EXERCISE AIM »
The answer must restate every entry below word for word.
┄┄┄┄┄┄┄┄┄┄┄┄┄┄┄┄┄┄┄┄
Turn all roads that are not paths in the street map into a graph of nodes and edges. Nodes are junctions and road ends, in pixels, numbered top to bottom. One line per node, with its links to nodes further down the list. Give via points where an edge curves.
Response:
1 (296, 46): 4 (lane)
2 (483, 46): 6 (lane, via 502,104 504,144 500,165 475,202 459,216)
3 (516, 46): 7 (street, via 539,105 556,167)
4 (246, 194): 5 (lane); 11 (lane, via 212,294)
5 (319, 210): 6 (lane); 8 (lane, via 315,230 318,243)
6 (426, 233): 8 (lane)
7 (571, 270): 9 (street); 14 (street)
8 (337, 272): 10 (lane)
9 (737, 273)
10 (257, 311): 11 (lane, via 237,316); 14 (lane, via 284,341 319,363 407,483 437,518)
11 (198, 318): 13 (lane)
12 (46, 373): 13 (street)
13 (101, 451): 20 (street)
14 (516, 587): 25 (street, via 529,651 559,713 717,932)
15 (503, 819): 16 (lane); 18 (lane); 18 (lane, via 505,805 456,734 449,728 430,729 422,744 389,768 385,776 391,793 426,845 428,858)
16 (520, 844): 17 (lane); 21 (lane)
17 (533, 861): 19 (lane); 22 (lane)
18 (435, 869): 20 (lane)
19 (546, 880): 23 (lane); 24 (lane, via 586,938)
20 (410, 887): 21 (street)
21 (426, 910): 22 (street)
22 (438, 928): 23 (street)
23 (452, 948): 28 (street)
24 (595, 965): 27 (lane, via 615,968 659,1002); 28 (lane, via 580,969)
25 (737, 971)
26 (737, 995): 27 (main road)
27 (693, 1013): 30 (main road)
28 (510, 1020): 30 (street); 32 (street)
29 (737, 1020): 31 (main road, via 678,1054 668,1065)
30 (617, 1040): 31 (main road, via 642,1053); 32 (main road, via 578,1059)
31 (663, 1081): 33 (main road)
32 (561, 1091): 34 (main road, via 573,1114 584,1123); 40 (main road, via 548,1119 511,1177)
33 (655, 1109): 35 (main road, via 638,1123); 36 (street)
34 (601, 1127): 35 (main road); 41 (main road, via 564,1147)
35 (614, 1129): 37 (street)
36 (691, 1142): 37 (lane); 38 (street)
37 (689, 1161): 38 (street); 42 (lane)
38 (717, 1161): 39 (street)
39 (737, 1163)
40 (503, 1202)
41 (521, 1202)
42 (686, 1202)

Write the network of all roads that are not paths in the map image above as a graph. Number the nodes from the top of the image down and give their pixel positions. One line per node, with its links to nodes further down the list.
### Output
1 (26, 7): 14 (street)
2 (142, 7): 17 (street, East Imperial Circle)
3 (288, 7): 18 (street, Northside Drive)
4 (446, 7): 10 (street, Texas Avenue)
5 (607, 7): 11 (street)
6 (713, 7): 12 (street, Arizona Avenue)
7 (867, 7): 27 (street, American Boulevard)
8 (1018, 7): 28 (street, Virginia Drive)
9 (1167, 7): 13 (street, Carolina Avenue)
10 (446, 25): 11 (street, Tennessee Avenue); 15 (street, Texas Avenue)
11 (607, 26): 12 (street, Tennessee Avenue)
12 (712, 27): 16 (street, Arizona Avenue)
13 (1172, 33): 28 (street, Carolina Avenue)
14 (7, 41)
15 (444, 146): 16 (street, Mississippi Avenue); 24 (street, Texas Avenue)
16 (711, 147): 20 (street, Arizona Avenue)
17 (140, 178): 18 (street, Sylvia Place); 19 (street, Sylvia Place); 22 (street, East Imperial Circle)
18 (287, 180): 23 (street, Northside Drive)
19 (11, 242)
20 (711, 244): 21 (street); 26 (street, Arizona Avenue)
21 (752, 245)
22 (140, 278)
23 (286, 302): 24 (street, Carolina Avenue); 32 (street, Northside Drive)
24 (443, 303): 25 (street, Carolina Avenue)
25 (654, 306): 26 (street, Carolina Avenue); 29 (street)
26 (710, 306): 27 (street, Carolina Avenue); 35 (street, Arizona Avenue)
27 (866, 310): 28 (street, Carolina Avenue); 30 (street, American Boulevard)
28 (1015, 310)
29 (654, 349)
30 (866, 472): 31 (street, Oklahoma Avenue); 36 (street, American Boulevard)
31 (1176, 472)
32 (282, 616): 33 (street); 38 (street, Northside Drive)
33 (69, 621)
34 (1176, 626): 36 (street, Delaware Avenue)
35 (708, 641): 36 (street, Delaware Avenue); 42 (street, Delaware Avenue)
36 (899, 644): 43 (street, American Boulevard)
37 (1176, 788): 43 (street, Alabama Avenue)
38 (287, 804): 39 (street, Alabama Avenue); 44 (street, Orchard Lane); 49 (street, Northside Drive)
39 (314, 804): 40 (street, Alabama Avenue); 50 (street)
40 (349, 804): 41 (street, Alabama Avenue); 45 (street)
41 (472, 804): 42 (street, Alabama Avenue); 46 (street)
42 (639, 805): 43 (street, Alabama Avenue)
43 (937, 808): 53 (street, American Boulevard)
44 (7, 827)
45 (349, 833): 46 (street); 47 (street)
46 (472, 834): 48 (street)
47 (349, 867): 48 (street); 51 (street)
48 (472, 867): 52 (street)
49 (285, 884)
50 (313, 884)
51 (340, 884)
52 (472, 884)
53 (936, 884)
┄┄┄┄┄┄┄┄┄┄┄┄┄┄┄┄┄┄┄┄
REPLY TO THE EXERCISE »
Turn all roads that are not paths in the street map into a graph of nodes and edges. Nodes are junctions and road ends, in pixels, numbered top to bottom. One line per node, with its links to nodes further down the list. Give via points where an edge curves.
Response:
1 (296, 46): 4 (lane)
2 (483, 46): 6 (lane, via 502,104 504,144 500,165 475,202 459,216)
3 (516, 46): 7 (street, via 539,105 556,167)
4 (246, 194): 5 (lane); 11 (lane, via 212,294)
5 (319, 210): 6 (lane); 8 (lane, via 315,230 318,243)
6 (426, 233): 8 (lane)
7 (571, 270): 9 (street); 14 (street)
8 (337, 272): 10 (lane)
9 (737, 273)
10 (257, 311): 11 (lane, via 237,316); 14 (lane, via 284,341 319,363 407,483 437,518)
11 (198, 318): 13 (lane)
12 (46, 373): 13 (street)
13 (101, 451): 20 (street)
14 (516, 587): 25 (street, via 529,651 559,713 717,932)
15 (503, 819): 16 (lane); 18 (lane); 18 (lane, via 505,805 456,734 449,728 430,729 422,744 389,768 385,776 391,793 426,845 428,858)
16 (520, 844): 17 (lane); 21 (lane)
17 (533, 861): 19 (lane); 22 (lane)
18 (435, 869): 20 (lane)
19 (546, 880): 23 (lane); 24 (lane, via 586,938)
20 (410, 887): 21 (street)
21 (426, 910): 22 (street)
22 (438, 928): 23 (street)
23 (452, 948): 28 (street)
24 (595, 965): 27 (lane, via 615,968 659,1002); 28 (lane, via 580,969)
25 (737, 971)
26 (737, 995): 27 (main road)
27 (693, 1013): 30 (main road)
28 (510, 1020): 30 (street); 32 (street)
29 (737, 1020): 31 (main road, via 678,1054 668,1065)
30 (617, 1040): 31 (main road, via 642,1053); 32 (main road, via 578,1059)
31 (663, 1081): 33 (main road)
32 (561, 1091): 34 (main road, via 573,1114 584,1123); 40 (main road, via 548,1119 511,1177)
33 (655, 1109): 35 (main road, via 638,1123); 36 (street)
34 (601, 1127): 35 (main road); 41 (main road, via 564,1147)
35 (614, 1129): 37 (street)
36 (691, 1142): 37 (lane); 38 (street)
37 (689, 1161): 38 (street); 42 (lane)
38 (717, 1161): 39 (street)
39 (737, 1163)
40 (503, 1202)
41 (521, 1202)
42 (686, 1202)

Write the network of all roads that are not paths in the map image above as a graph. Number the nodes from the top of the image down and give their pixel positions. One line per node, with its links to nodes further down the list.
### Output
1 (26, 7): 14 (street)
2 (142, 7): 17 (street, East Imperial Circle)
3 (288, 7): 18 (street, Northside Drive)
4 (446, 7): 10 (street, Texas Avenue)
5 (607, 7): 11 (street)
6 (713, 7): 12 (street, Arizona Avenue)
7 (867, 7): 27 (street, American Boulevard)
8 (1018, 7): 28 (street, Virginia Drive)
9 (1167, 7): 13 (street, Carolina Avenue)
10 (446, 25): 11 (street, Tennessee Avenue); 15 (street, Texas Avenue)
11 (607, 26): 12 (street, Tennessee Avenue)
12 (712, 27): 16 (street, Arizona Avenue)
13 (1172, 33): 28 (street, Carolina Avenue)
14 (7, 41)
15 (444, 146): 16 (street, Mississippi Avenue); 24 (street, Texas Avenue)
16 (711, 147): 20 (street, Arizona Avenue)
17 (140, 178): 18 (street, Sylvia Place); 19 (street, Sylvia Place); 22 (street, East Imperial Circle)
18 (287, 180): 23 (street, Northside Drive)
19 (11, 242)
20 (711, 244): 21 (street); 26 (street, Arizona Avenue)
21 (752, 245)
22 (140, 278)
23 (286, 302): 24 (street, Carolina Avenue); 32 (street, Northside Drive)
24 (443, 303): 25 (street, Carolina Avenue)
25 (654, 306): 26 (street, Carolina Avenue); 29 (street)
26 (710, 306): 27 (street, Carolina Avenue); 35 (street, Arizona Avenue)
27 (866, 310): 28 (street, Carolina Avenue); 30 (street, American Boulevard)
28 (1015, 310)
29 (654, 349)
30 (866, 472): 31 (street, Oklahoma Avenue); 36 (street, American Boulevard)
31 (1176, 472)
32 (282, 616): 33 (street); 38 (street, Northside Drive)
33 (69, 621)
34 (1176, 626): 36 (street, Delaware Avenue)
35 (708, 641): 36 (street, Delaware Avenue); 42 (street, Delaware Avenue)
36 (899, 644): 43 (street, American Boulevard)
37 (1176, 788): 43 (street, Alabama Avenue)
38 (287, 804): 39 (street, Alabama Avenue); 44 (street, Orchard Lane); 49 (street, Northside Drive)
39 (314, 804): 40 (street, Alabama Avenue); 50 (street)
40 (349, 804): 41 (street, Alabama Avenue); 45 (street)
41 (472, 804): 42 (street, Alabama Avenue); 46 (street)
42 (639, 805): 43 (street, Alabama Avenue)
43 (937, 808): 53 (street, American Boulevard)
44 (7, 827)
45 (349, 833): 46 (street); 47 (street)
46 (472, 834): 48 (street)
47 (349, 867): 48 (street); 51 (street)
48 (472, 867): 52 (street)
49 (285, 884)
50 (313, 884)
51 (340, 884)
52 (472, 884)
53 (936, 884)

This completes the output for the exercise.